State v. Wood

69 P.3d 1263, 188 Or. App. 89, 2003 Ore. App. LEXIS 668
CourtCourt of Appeals of Oregon
DecidedJune 5, 2003
Docket01021796; A116621
StatusPublished
Cited by5 cases

This text of 69 P.3d 1263 (State v. Wood) is published on Counsel Stack Legal Research, covering Court of Appeals of Oregon primary law. Counsel Stack provides free access to over 12 million legal documents including statutes, case law, regulations, and constitutions.

Bluebook
State v. Wood, 69 P.3d 1263, 188 Or. App. 89, 2003 Ore. App. LEXIS 668 (Or. Ct. App. 2003).

Opinion

*91 SCHUMAN, J.

This case presents a familiar pattern: A police officer lawfully stops a driver to investigate a traffic infraction and then, after citing the driver and returning documents, without any reasonable suspicion that the driver has committed a crime, asks permission to search the driver’s vehicle. The driver gives consent, and the search leads to contraband. The driver, now a defendant, moves to suppress the contraband as deriving from an unlawful search, and the state argues that defendant’s consent negates any illegality. See, e.g., State v. Toevs, 327 Or 525, 964 P2d 1007 (1998); State v. Arabzadeh, 162 Or App 423, 986 P2d 736 (1999). Those cases are highly fact-specific. Here, the trial court granted defendant’s motion to suppress. The state appeals, and we affirm.

The trial court made the following findings, which we are bound to accept because they are supported by the evidence. State v. Stroup, 147 Or App 118, 120, 935 P2d 438 (1997). During the midmorning hours of September 9, 2000, Oregon State Police Officer Knapp noticed that defendant was driving without wearing a seatbelt and that his license plate tags had expired, both traffic infractions. ORS 811.210; ORS 803.560. Knapp pulled defendant over and parked behind his car. Leaving the lights flashing on his patrol truck, Knapp walked to defendant’s car and asked for his license, registration, and proof of insurance. Defendant gave Knapp a valid driver’s license but was unable to produce the other documents. As Knapp was talking with defendant, a second officer, Trooper Heuberger, arrived to back up Knapp. Heuberger parked his patrol car across the street from defendant’s. Knapp told Heuberger that he wanted to search defendant “for illegal narcotics, drugs, [and] weapons”; apparently, at an earlier encounter between Knapp and defendant, Knapp had noticed “tracks” on defendant’s arms and suspected that he was an intravenous drug user. Heuberger went to stand behind defendant’s car while Knapp wrote out a citation for expired tags and warnings for the seatbelt violation and for failure to produce proof of insurance.

Knapp then returned to defendant’s car and handed him the citations and his license.

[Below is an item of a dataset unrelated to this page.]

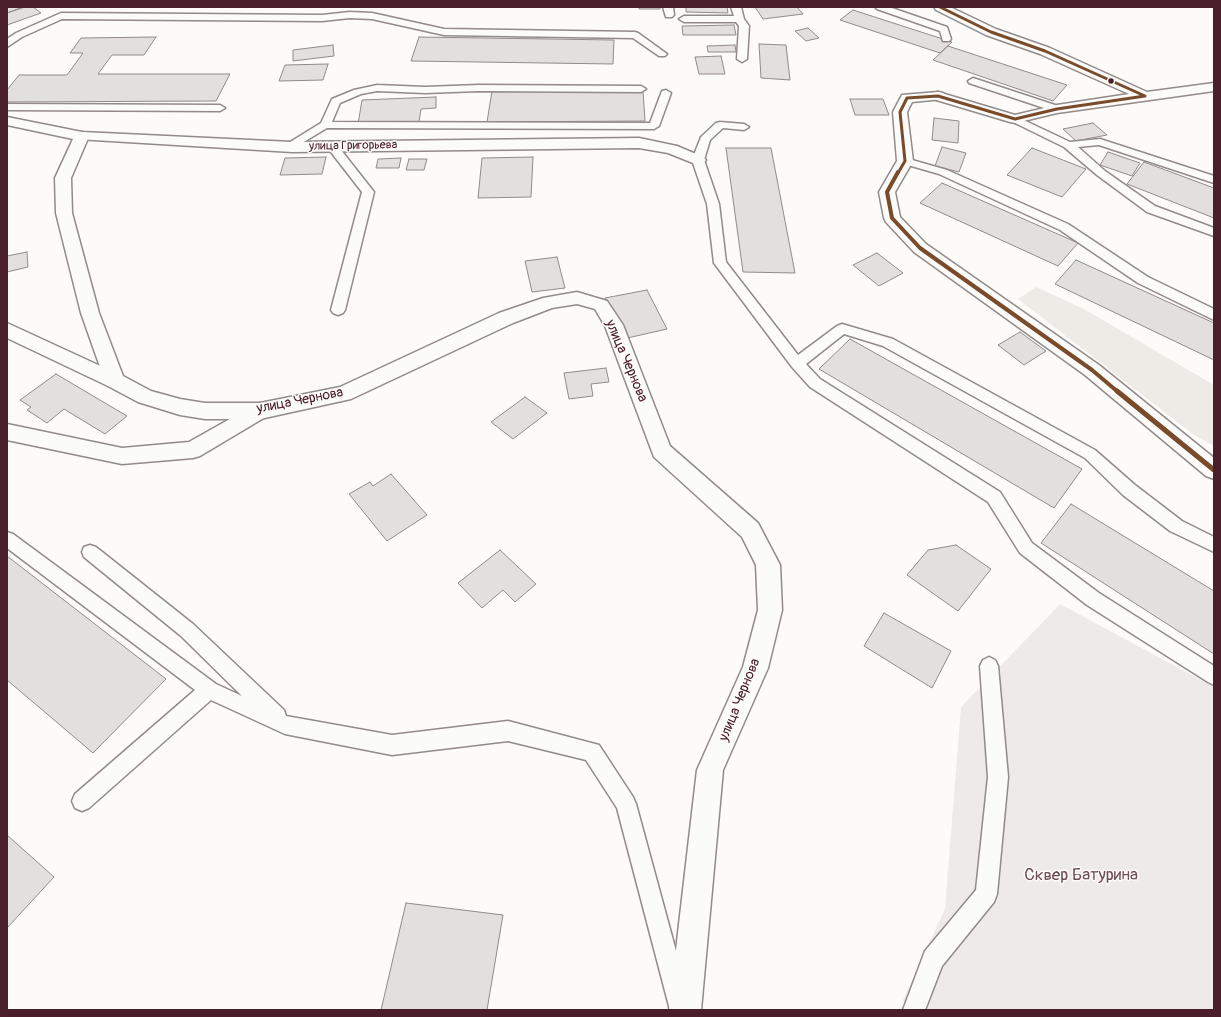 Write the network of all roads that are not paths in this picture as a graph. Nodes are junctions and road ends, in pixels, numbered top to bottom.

He told defendant that he *92 was free to go. However, knowing that defendant intended to open the car door in order to go to a grocery store across the street, Knapp positioned himself about a foot from the door in such a way as to prevent defendant from opening it and, as defendant was putting his wallet back in his pocket, asked defendant for consent to search the car. At the time, neither Knapp nor Heuberger had any concerns for their own safety or any suspicion that defendant had committed a crime. Heuberger was still standing behind defendant’s car and the flashing lights on Knapp’s patrol vehicle were still on. Defendant felt that he could not leave. He consented to the search.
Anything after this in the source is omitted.